Labasa is a very different town from Savusavu. It is bigger, with an actual downtown several streets deep. And it is livelier with barkers announcing store specials and crowds of people hurrying along shopping. And it is much more strongly Indian. Since Indo-Fijians own the lion's share of all "businesses" in Fiji (while the ethnic Fijians own the lion's share of the land), that may seem like it would be obvious. But in Labasa, most of the shoppers are Indians, too, the ladies scurrying along wrapped in their saris.

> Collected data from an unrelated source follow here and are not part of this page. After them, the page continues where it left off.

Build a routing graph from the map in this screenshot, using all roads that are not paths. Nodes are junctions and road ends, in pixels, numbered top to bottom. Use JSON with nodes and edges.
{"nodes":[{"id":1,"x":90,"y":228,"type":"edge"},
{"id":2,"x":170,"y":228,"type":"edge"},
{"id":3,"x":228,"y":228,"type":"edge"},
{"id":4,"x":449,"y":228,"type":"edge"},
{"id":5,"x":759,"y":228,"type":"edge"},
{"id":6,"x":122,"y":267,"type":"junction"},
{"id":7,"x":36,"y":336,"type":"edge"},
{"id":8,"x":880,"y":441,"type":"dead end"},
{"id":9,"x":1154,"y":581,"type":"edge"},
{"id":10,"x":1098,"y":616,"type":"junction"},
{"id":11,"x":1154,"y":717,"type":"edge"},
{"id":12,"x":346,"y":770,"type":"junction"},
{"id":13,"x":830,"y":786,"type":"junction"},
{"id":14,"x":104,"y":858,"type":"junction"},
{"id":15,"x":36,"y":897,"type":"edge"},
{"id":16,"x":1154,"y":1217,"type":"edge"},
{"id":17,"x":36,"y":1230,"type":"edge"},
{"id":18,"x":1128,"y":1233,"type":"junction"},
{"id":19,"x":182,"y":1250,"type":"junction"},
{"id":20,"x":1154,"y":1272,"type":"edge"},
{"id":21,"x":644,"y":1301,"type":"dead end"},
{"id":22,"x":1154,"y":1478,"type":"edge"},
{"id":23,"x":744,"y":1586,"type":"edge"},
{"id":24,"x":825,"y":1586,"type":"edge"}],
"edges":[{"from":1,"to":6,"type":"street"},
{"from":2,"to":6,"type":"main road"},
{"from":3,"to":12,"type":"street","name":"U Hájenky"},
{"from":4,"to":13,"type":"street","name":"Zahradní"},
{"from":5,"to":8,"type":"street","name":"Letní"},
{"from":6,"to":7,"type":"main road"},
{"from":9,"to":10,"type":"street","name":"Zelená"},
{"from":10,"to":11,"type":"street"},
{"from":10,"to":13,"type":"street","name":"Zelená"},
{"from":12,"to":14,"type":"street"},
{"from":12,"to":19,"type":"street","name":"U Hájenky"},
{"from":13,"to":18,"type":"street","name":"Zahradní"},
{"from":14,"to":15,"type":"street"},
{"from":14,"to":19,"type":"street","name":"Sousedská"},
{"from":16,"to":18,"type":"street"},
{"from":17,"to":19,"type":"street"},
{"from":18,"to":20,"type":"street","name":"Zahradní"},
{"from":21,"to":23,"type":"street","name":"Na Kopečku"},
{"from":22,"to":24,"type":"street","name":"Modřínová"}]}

First stop was Asco Motors for a new propeller. Out of stock, but will have by Tuesday, after the upcoming three-day weekend. Same story at Vodaphone, where we ordered an external antenna for our Fijian cellular broadband card. (Sitting at anchor off Palmlea we are picking up a signal from Labasa. The antenna will just make it stronger!) Our next stop was the post office where we worked hard to post a thank-you note to James & Pearlie. The address on their card was not really a mailing address, but the workers knew who were they were, so the letter ended up posted on a bulletin board to be passed on when they saw them! Then we nipped in a store to look at a proper sulu for Don, but left without as they didn't have his size in a good color.

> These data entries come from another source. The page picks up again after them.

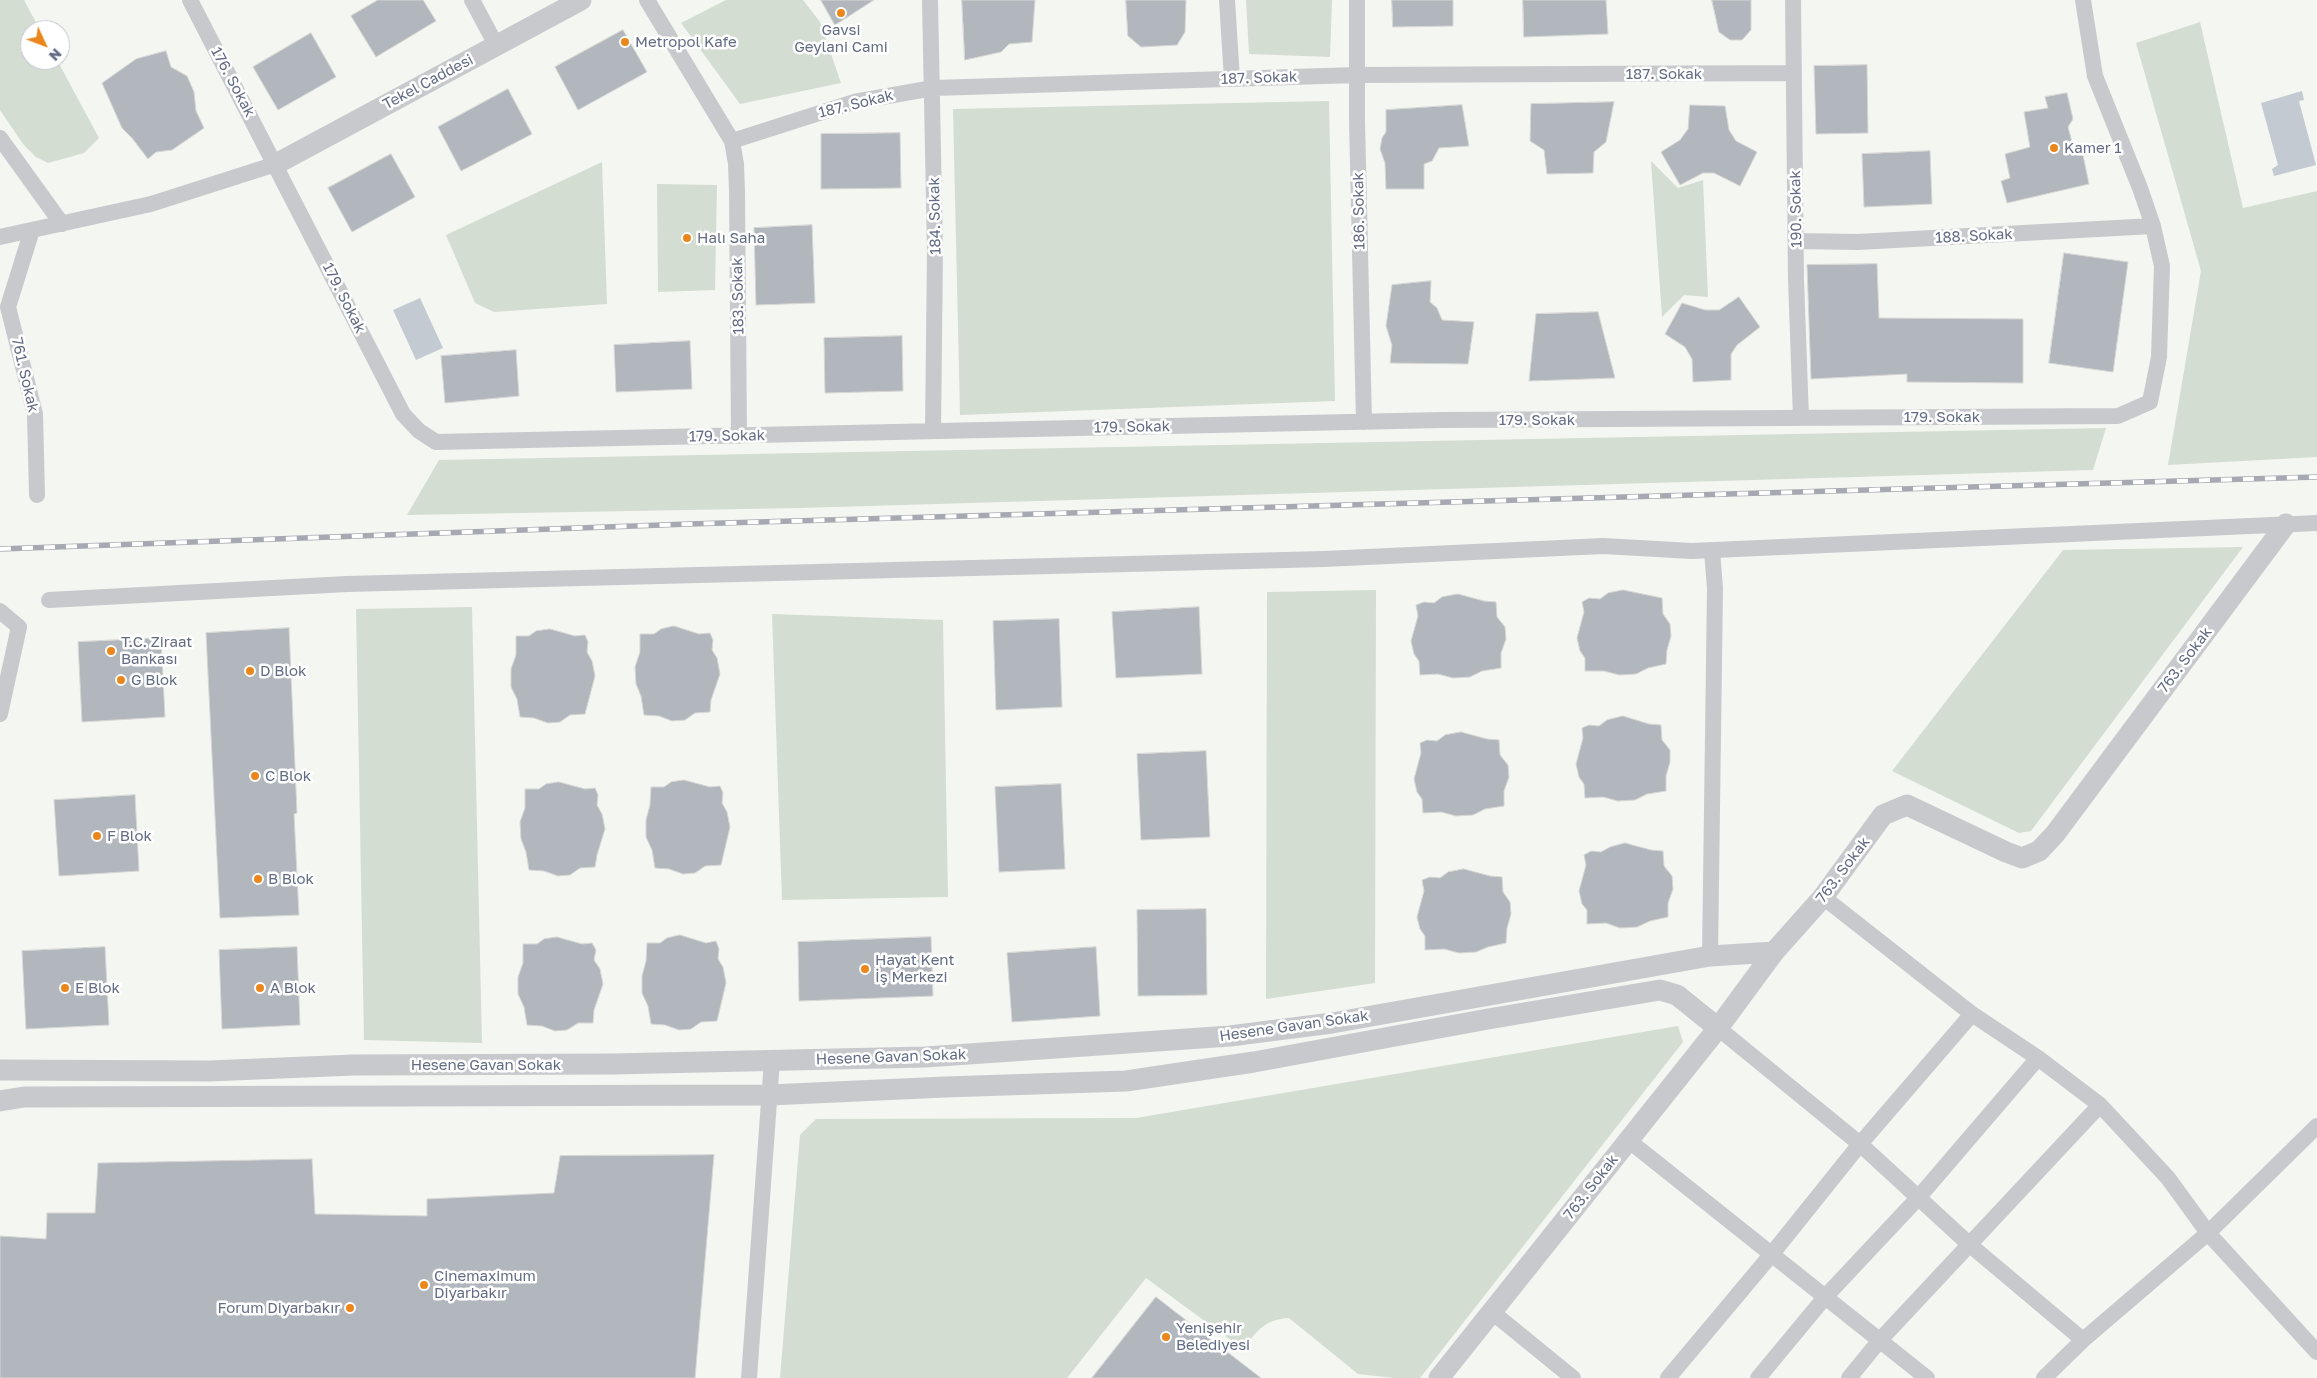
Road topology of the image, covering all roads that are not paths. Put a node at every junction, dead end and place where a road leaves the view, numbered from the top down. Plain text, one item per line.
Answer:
1 (190, 0) edge
2 (472, 0) edge
3 (581, 0) edge
4 (647, 0) edge
5 (930, 0) edge
6 (1227, 0) edge
7 (1358, 0) edge
8 (1793, 0) edge
9 (2082, 0) edge
10 (496, 45) junction
11 (1794, 73) junction
12 (1357, 75) junction
13 (1232, 78) junction
14 (933, 88) junction
15 (0, 138) edge
16 (732, 141) junction
17 (276, 164) junction
18 (62, 224) junction
19 (2153, 226) junction
20 (32, 230) junction
21 (0, 237) edge
22 (1796, 241) junction
23 (4, 308) edge
24 (1801, 418) junction
25 (1364, 422) junction
26 (933, 431) junction
27 (739, 436) junction
28 (37, 495) dead end
29 (2317, 523) edge
30 (2286, 524) junction
31 (1712, 550) junction
32 (49, 600) dead end
33 (0, 611) edge
34 (0, 714) edge
35 (1824, 897) junction
36 (1774, 952) junction
37 (1710, 956) junction
38 (1972, 1014) junction
39 (1718, 1028) junction
40 (2038, 1058) junction
41 (772, 1060) junction
42 (0, 1070) edge
43 (770, 1095) junction
44 (0, 1101) edge
45 (2100, 1105) junction
46 (2317, 1126) edge
47 (1628, 1140) junction
48 (1860, 1144) junction
49 (1918, 1198) junction
50 (2208, 1233) junction
51 (1970, 1245) junction
52 (1771, 1255) junction
53 (1826, 1296) junction
54 (1492, 1312) junction
55 (1880, 1340) junction
56 (2083, 1340) junction
57 (2317, 1352) edge
58 (749, 1378) edge
59 (1439, 1378) edge
60 (1573, 1378) edge
61 (1668, 1378) edge
62 (1758, 1378) edge
63 (1849, 1378) edge
64 (1927, 1378) edge
65 (2044, 1378) edge

1 - 17 street, 176. Sokak
2 - 10 street
3 - 10 street, Tekel Caddesi
4 - 16 street, 183. Sokak
5 - 14 street, 184. Sokak
6 - 13 street
7 - 12 street, 186. Sokak
8 - 11 street, 190. Sokak
9 - 19 street
10 - 17 street, Tekel Caddesi
11 - 12 street, 187. Sokak
11 - 22 street, 190. Sokak
12 - 13 street, 187. Sokak
12 - 25 street, 186. Sokak
13 - 14 street, 187. Sokak
14 - 16 street, 187. Sokak
14 - 26 street, 184. Sokak
15 - 18 street
16 - 27 street, 183. Sokak
17 - 18 street
17 - 27 street, 179. Sokak
18 - 20 street
19 - 22 street, 188. Sokak
19 - 24 street, 179. Sokak
20 - 21 street
20 - 23 street, 761. Sokak
22 - 24 street, 190. Sokak
23 - 28 street, 761. Sokak
24 - 25 street, 179. Sokak
25 - 26 street, 179. Sokak
26 - 27 street, 179. Sokak
29 - 30 street
30 - 31 street
30 - 35 street, 763. Sokak
31 - 32 street
31 - 37 street
33 - 34 street
35 - 36 street, 763. Sokak
35 - 38 street
36 - 37 street, Hesene Gavan Sokak
36 - 39 street, 763. Sokak
37 - 41 street, Hesene Gavan Sokak
38 - 40 street
38 - 48 street
39 - 43 street
39 - 47 street, 763. Sokak
39 - 48 street
40 - 45 street
40 - 49 street
41 - 42 street, Hesene Gavan Sokak
41 - 43 street
43 - 44 street
43 - 58 street
45 - 50 street
45 - 51 street
46 - 50 street
47 - 52 street
47 - 54 street, 763. Sokak
48 - 49 street
48 - 52 street
49 - 51 street
49 - 53 street
50 - 56 street
50 - 57 street
51 - 55 street
51 - 56 street
52 - 53 street
52 - 61 street
53 - 55 street
53 - 62 street
54 - 59 street, 763. Sokak
54 - 60 street
55 - 63 street
55 - 64 street
56 - 65 street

Next stop was the open market, which was also quite a bit bigger than Savusavu's. Julie was looking for fish, while we were looking for eggs, tomatoes and lettuce. The market was followed by a stop at the Labasa Morris & Hedstrom supermarket (M&H), which may have between twice the size of the market in Savusavu, but offered substantially less in "gringo" products. Still, we could restock on the basics.

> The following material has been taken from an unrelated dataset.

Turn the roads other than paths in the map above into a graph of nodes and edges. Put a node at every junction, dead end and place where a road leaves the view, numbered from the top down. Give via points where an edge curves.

Upon our return midday, the tide was out again, so J&J were "forced" to feed us lunch. Their kitchen gals whipped us up a round of cheeseburgers, while Joe plied us with his notebooks full of DVDs to watch while here (in exchange, of course, for ours!) Mid-afternoon we went back the boat to stow our groceries, before coming back in for another fine dinner of Basque chicken. Without other guests, we were much more prompt about getting back to the dinghy, about two hours after the 6pm high tide.